No, what I mean to say is
- callers outside of nested-HVM code properly obey the write-ignore
  semantics
- callers inside nested-HVM code would be too cumbersome (and
  maybe impossible) to fix, and hence they're being made return
  failure to their callers.

>> Beyond that log-dirty handling in _hvm_map_guest_frame() looks bogus
>> too: What if a XEN_DOMCTL_SHADOW_OP_* gets issued and acted upon
>> between the setting of the dirty flag and the actual write happening?
>> I.e. shouldn't the flag instead be set in hvm_unmap_guest_frame()?
> 
> It does indeed.  (Ideally the dirty bit should probably be held high for 
> the duration that a mapping exists, but that is absolutely infeasible to 
> do).

I don't see this being too difficult, the more that for transient
mappings it doesn't really matter (if there's a race, then setting
the flag after the write(s) is good enough). For permanent
mappings I can't see why we wouldn't be able to add a (short)
linked list of pages paging_log_dirty_op() should always set the
dirty flags for.

>> @@ -3797,6 +3805,7 @@ static int hvm_load_segment_selector(
>>               break;
>>           }
>>       } while ( !(desc.b & 0x100) && /* Ensure Accessed flag is set */
>> +              writable && /* except if we are to discard writes */
>>                 (cmpxchg(&pdesc->b, desc.b, desc.b | 0x100) != desc.b) );
> 
> I can't recall where I read it in the manual, but I believe it is a 
> faultable error to load a descriptor from RO memory if the accessed bit 
> is not already set.  This was to prevent a processor livelock when 
> running with gdtr pointing into ROM (which was a considered usecase).
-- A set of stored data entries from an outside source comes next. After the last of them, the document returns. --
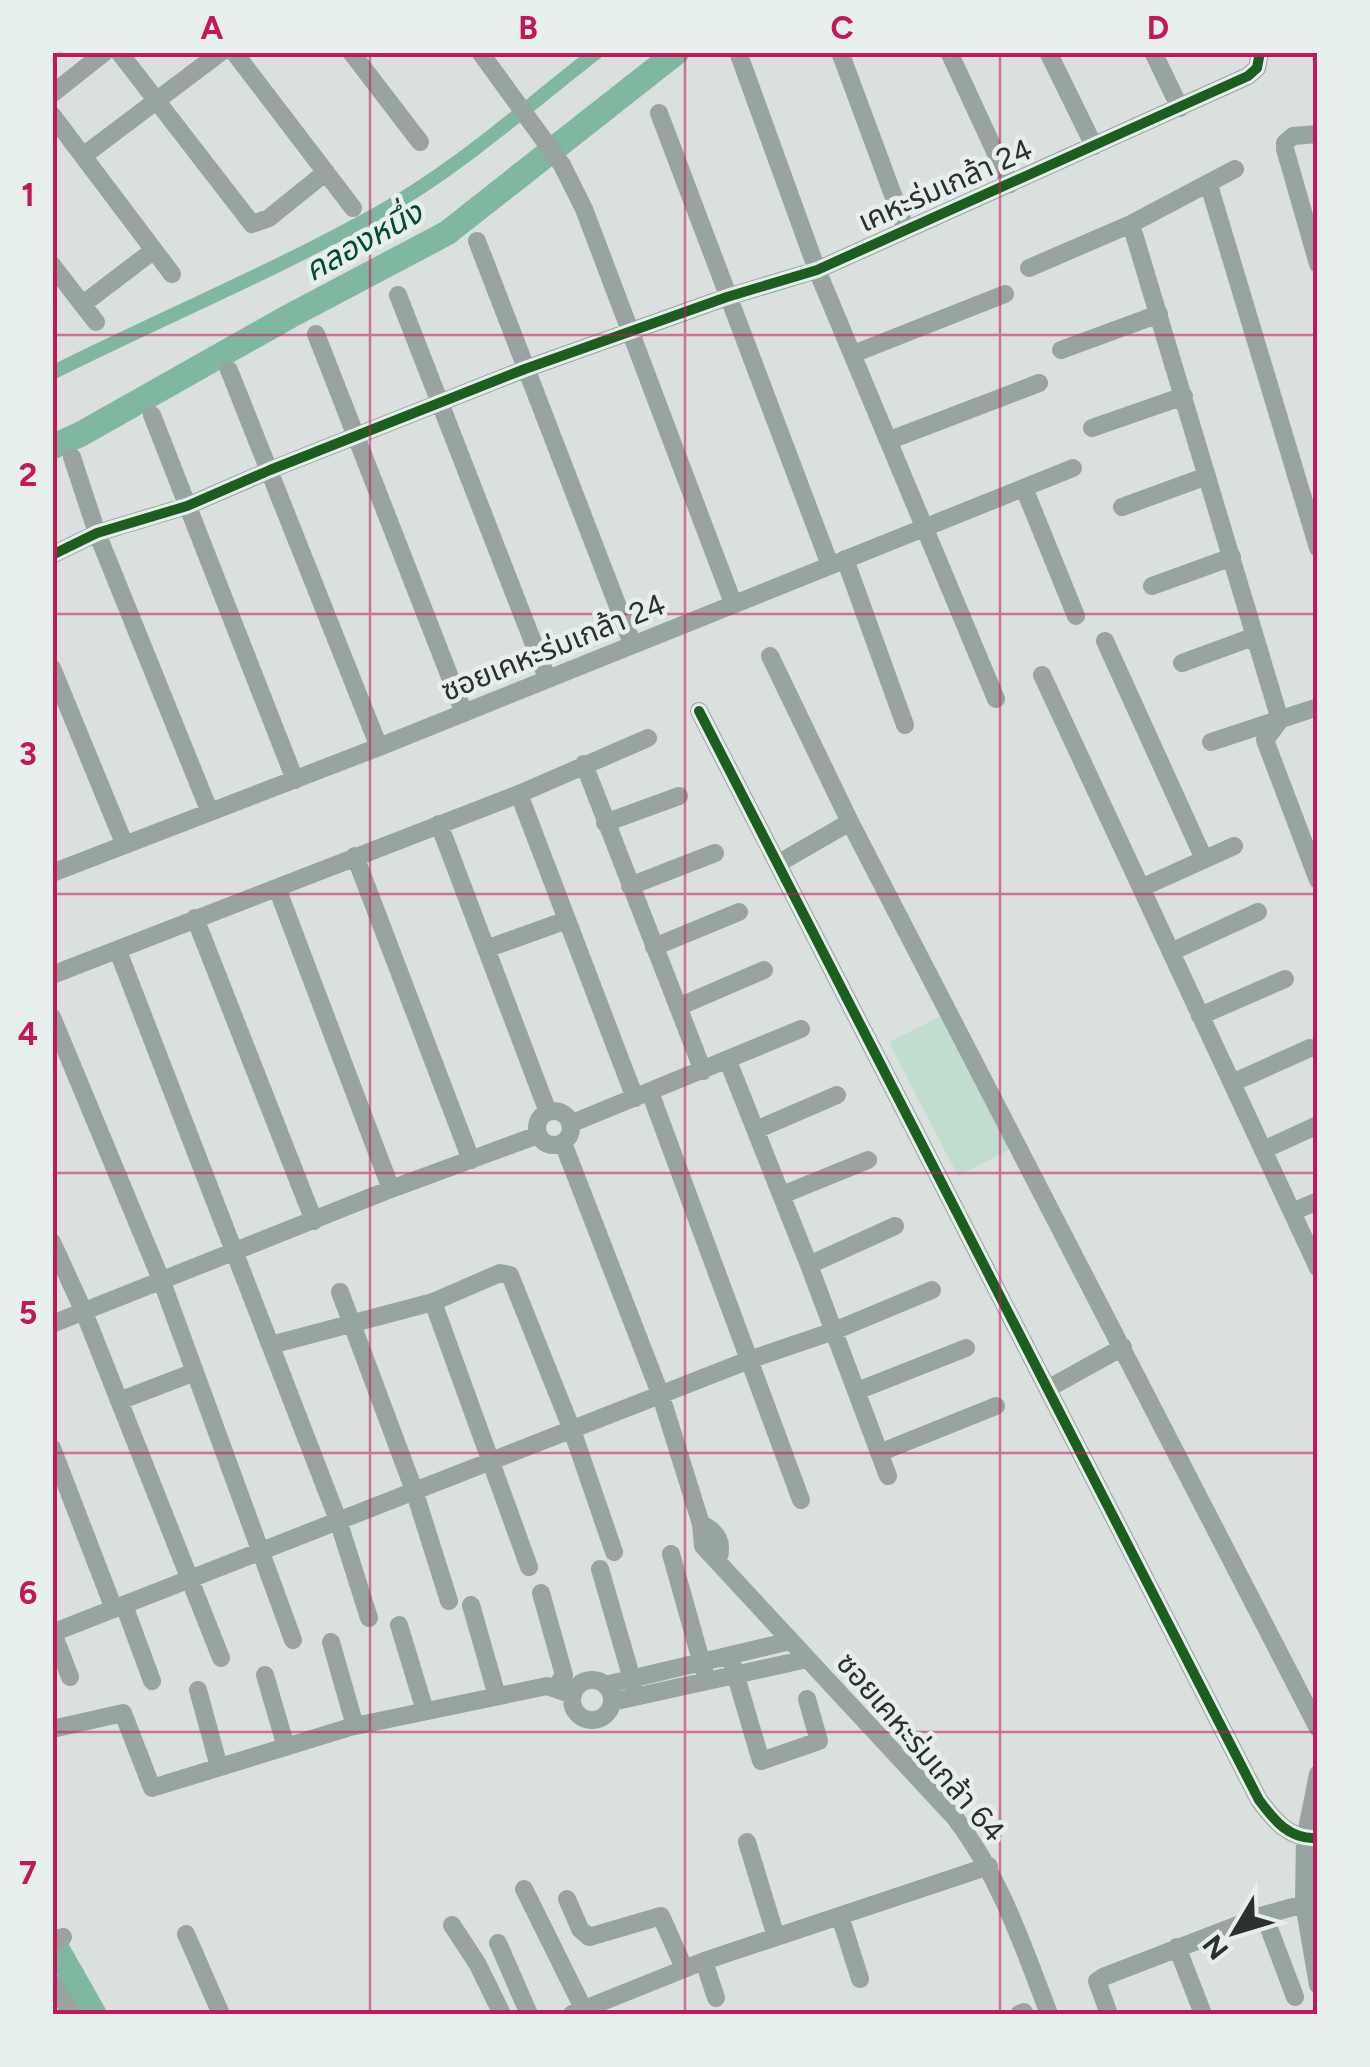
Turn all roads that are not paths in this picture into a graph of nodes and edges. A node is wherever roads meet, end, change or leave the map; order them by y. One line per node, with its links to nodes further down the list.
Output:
1 (105, 52): 13 (street)
2 (119, 52): 14 (street)
3 (221, 52): 14 (street)
4 (234, 52): 23 (street)
5 (351, 52): 19 (street)
6 (480, 52): 43 (street)
7 (738, 52): 35 (street)
8 (840, 52): 29 (street)
9 (949, 52): 24 (street)
10 (1048, 52): 20 (street)
11 (1153, 52): 15 (street)
12 (1260, 52): 15 (street, เคหะร่มเกล้า 24)
13 (52, 94)
14 (157, 102): 21 (street); 23 (street)
15 (1180, 108): 20 (street, เคหะร่มเกล้า 24)
16 (659, 113): 39 (street)
17 (52, 115): 21 (street)
18 (1318, 134): 28 (street)
19 (420, 142)
20 (1094, 146): 24 (street, เคหะร่มเกล้า 24)
21 (83, 156): 31 (street)
22 (1235, 169): 25 (street)
23 (326, 172): 26 (street)
24 (1010, 184): 29 (street, เคหะร่มเกล้า 24)
25 (1209, 184): 27 (street); 65 (street)
26 (354, 208)
27 (1131, 224): 34 (street); 41 (street)
28 (1311, 224): 32 (street)
29 (906, 230): 35 (street, เคหะร่มเกล้า 24)
30 (476, 241): 48 (street)
31 (154, 250): 36 (street); 40 (street)
32 (1318, 264)
33 (52, 265): 40 (street)
34 (1029, 268)
35 (816, 270): 39 (street, เคหะร่มเกล้า 24); 46 (street)
36 (172, 274)
37 (1004, 294): 46 (street)
38 (398, 295): 51 (street)
39 (727, 297): 43 (street, เคหะร่มเกล้า 24); 68 (street)
40 (83, 304): 42 (street)
41 (1159, 314): 45 (street); 50 (street)
42 (96, 322)
43 (630, 332): 48 (street, เคหะร่มเกล้า 24); 70 (street)
44 (316, 334): 54 (street)
45 (1060, 350)
46 (853, 354): 55 (street)
47 (229, 370): 58 (street)
48 (524, 370): 51 (street, เคหะร่มเกล้า 24); 74 (street)
49 (1039, 383): 55 (street)
50 (1184, 396): 53 (street); 59 (street)
51 (439, 403): 54 (street, เคหะร่มเกล้า 24); 79 (street)
52 (152, 415): 61 (street)
53 (1092, 428)
54 (355, 438): 58 (street, เคหะร่มเกล้า 24); 83 (street)
55 (890, 440): 63 (street)
56 (72, 456): 64 (street)
57 (1072, 468): 60 (street, ซอยเคหะร่มเกล้า 24)
58 (270, 470): 61 (street, เคหะร่มเกล้า 24); 88 (street)
59 (1208, 476): 62 (street); 67 (street)
60 (1024, 488): 63 (street, ซอยเคหะร่มเกล้า 24); 71 (street)
61 (187, 506): 64 (street, เคหะร่มเกล้า 24); 90 (street)
62 (1122, 507)
63 (926, 529): 68 (street, ซอยเคหะร่มเกล้า 24); 80 (street)
64 (97, 533): 66 (street, เคหะร่มเกล้า 24); 93 (street)
65 (1318, 548)
66 (52, 555)
67 (1232, 557): 69 (street); 72 (street)
68 (838, 562): 70 (street, ซอยเคหะร่มเกล้า 24); 85 (street)
69 (1152, 586)
70 (733, 603): 74 (street, ซอยเคหะร่มเกล้า 24)
71 (1076, 616)
72 (1253, 638): 76 (street); 84 (street)
73 (1105, 640): 101 (street)
74 (632, 643): 79 (street, ซอยเคหะร่มเกล้า 24)
75 (770, 656): 95 (street)
76 (1182, 664)
77 (52, 668): 97 (street)
78 (1042, 674): 107 (street)
79 (546, 678): 83 (street, ซอยเคหะร่มเกล้า 24)
80 (996, 699)
81 (1318, 707): 84 (street)
82 (699, 711): 102 (street)
83 (464, 714): 88 (street, ซอยเคหะร่มเกล้า 24)
84 (1280, 720): 87 (street); 104 (street)
85 (905, 725)
86 (648, 738): 89 (street)
87 (1212, 742)
88 (379, 747): 90 (street, ซอยเคหะร่มเกล้า 24)
89 (584, 764): 91 (street); 94 (street)
90 (294, 780): 93 (street, ซอยเคหะร่มเกล้า 24)
91 (519, 794): 96 (street); 111 (street)
92 (679, 796): 94 (street)
93 (209, 810): 97 (street, ซอยเคหะร่มเกล้า 24)
94 (605, 822): 105 (street)
95 (850, 822): 102 (street); 157 (street)
96 (439, 824): 100 (street); 113 (street)
97 (124, 843): 103 (street, ซอยเคหะร่มเกล้า 24)
98 (1234, 846): 101 (street)
99 (715, 853): 105 (street)
100 (355, 856): 106 (street); 136 (street)
101 (1204, 860): 107 (street)
102 (779, 863): 161 (street)
103 (52, 872)
104 (1318, 880)
105 (630, 886): 112 (street)
106 (277, 888): 110 (street); 138 (street)
107 (1141, 888): 115 (street)
108 (738, 912): 112 (street)
109 (1258, 912): 115 (street)
110 (195, 918): 114 (street); 142 (street)
111 (567, 920): 113 (street); 127 (street)
112 (654, 947): 119 (street)
113 (486, 949): 129 (street)
114 (118, 951): 117 (street); 145 (street)
115 (1171, 952): 120 (street)
116 (764, 970): 119 (street)
117 (52, 975)
118 (1285, 978): 120 (street)
119 (678, 1007): 125 (street)
120 (1200, 1016): 126 (street)
121 (52, 1017): 148 (street)
122 (801, 1029): 124 (street)
123 (1310, 1048): 126 (street)
124 (728, 1061): 125 (street); 132 (street)
125 (703, 1071): 127 (street)
126 (1232, 1083): 135 (street)
127 (642, 1095): 130 (street); 159 (street)
128 (837, 1095): 132 (street)
129 (548, 1112): 130 (street); 133 (street)
130 (570, 1124): 134 (street)
131 (1318, 1125): 135 (street)
132 (756, 1130): 139 (street)
133 (538, 1135): 134 (street); 136 (street)
134 (562, 1143): 163 (street)
135 (1263, 1150): 141 (street)
136 (471, 1160): 138 (street)
137 (868, 1160): 139 (street)
138 (391, 1189): 142 (street)
139 (782, 1195): 146 (street)
140 (1318, 1201): 141 (street)
141 (1292, 1212): 147 (street)
142 (314, 1221): 145 (street)
143 (895, 1226): 146 (street)
144 (52, 1242): 152 (street)
145 (236, 1252): 148 (street); 156 (street)
146 (809, 1265): 155 (street)
147 (1318, 1268)
148 (162, 1282): 152 (street); 160 (street)
149 (932, 1290): 155 (street)
150 (340, 1292): 153 (street)
151 (432, 1302): 153 (street); 166 (street); 169 (street)
152 (84, 1312): 154 (street); 164 (street)
153 (352, 1323): 156 (street); 171 (street)
154 (52, 1324)
155 (834, 1332): 159 (street); 162 (street)
156 (271, 1345): 173 (street)
157 (1123, 1347): 161 (street); 210 (street)
158 (966, 1348): 162 (street)
159 (750, 1360): 163 (street); 172 (street)
160 (195, 1372): 164 (street); 175 (street)
161 (1049, 1388): 215 (street)
162 (856, 1391): 168 (street)
163 (661, 1396): 166 (street); 174 (street)
164 (119, 1402): 181 (street)
165 (996, 1406): 168 (street)
166 (572, 1430): 169 (street); 176 (street)
167 (52, 1448): 185 (street)
168 (879, 1453): 170 (street)
169 (492, 1460): 171 (street); 179 (street)
170 (888, 1476)
171 (414, 1490): 173 (street); 183 (street)
172 (801, 1500)
173 (338, 1520): 175 (street); 186 (street)
174 (701, 1524): 178 (street, ซอยเคหะร่มเกล้า 64); 178 (street)
175 (261, 1550): 181 (street); 189 (street)
176 (614, 1552)
177 (671, 1554): 195 (street)
178 (718, 1560): 190 (street, ซอยเคหะร่มเกล้า 64)
179 (529, 1567)
180 (600, 1570): 202 (street)
181 (190, 1580): 185 (street); 193 (street)
182 (541, 1593): 201 (street)
183 (449, 1601)
184 (470, 1606): 206 (street)
185 (119, 1607): 188 (street); 199 (street)
186 (369, 1618)
187 (399, 1625): 208 (street)
188 (53, 1633): 198 (street)
189 (293, 1640)
190 (790, 1641): 192 (street); 194 (street, ซอยเคหะร่มเกล้า 64)
191 (331, 1642): 209 (street)
192 (730, 1656): 195 (street); 197 (street)
193 (220, 1658)
194 (808, 1659): 197 (street); 217 (street, ซอยเคหะร่มเกล้า 64)
195 (701, 1662): 200 (street); 202 (street)
196 (265, 1675): 212 (street)
197 (736, 1675): 200 (street); 207 (street)
198 (70, 1678)
199 (152, 1681)
200 (706, 1682): 202 (street)
201 (555, 1688): 205 (street); 206 (street)
202 (634, 1688): 204 (street)
203 (198, 1690): 213 (street)
204 (609, 1694): 205 (street); 205 (street)
205 (574, 1695)
206 (497, 1696): 208 (street)
207 (807, 1698)
208 (425, 1711): 209 (street)
209 (356, 1725): 212 (street)
210 (1318, 1728)
211 (52, 1729): 213 (street)
212 (286, 1747): 213 (street)
213 (219, 1768)
214 (1318, 1774): 215 (street)
215 (1311, 1839): 220 (street)
216 (747, 1842): 225 (street)
217 (989, 1866): 222 (street); 240 (street, ซอยเคหะร่มเกล้า 64)
218 (524, 1889): 235 (street)
219 (567, 1899): 229 (street)
220 (1304, 1904): 221 (street); 232 (street)
221 (1264, 1915): 227 (street); 233 (street)
222 (840, 1916): 225 (street); 230 (street)
223 (452, 1925): 238 (street)
224 (186, 1934): 237 (street)
225 (776, 1937): 228 (street)
226 (498, 1943): 239 (street)
227 (1178, 1947): 241 (street); 242 (street)
228 (704, 1961): 229 (street); 234 (street)
229 (684, 1968): 235 (street)
230 (860, 1978)
231 (52, 1983): 236 (street)
232 (1318, 1985)
233 (1295, 1996)
234 (716, 1998)
235 (584, 2011)
236 (72, 2014)
237 (221, 2014)
238 (502, 2014)
239 (529, 2014)
240 (1048, 2014)
241 (1109, 2014)
242 (1203, 2014)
I don't see why a processor would live-lock in such a case. It can do
the write, and ignore whether it actually too effect. I don't see why
it would e.g. spin until it sees the flag set. (Note that a cmpxchg()
like loop alone wouldn't have that problem, i.e. for a live lock to occur
there would still need to be an outer loop doing the checking).

But even it there was such (perhaps even model specific) behavior,
without having a pointer to where this is specified (and hence what
precise fault [and error code] to raise), I wouldn't want to go that
route here.

Jan

  reply	other threads:[~2015-07-24 12:33 UTC|newest]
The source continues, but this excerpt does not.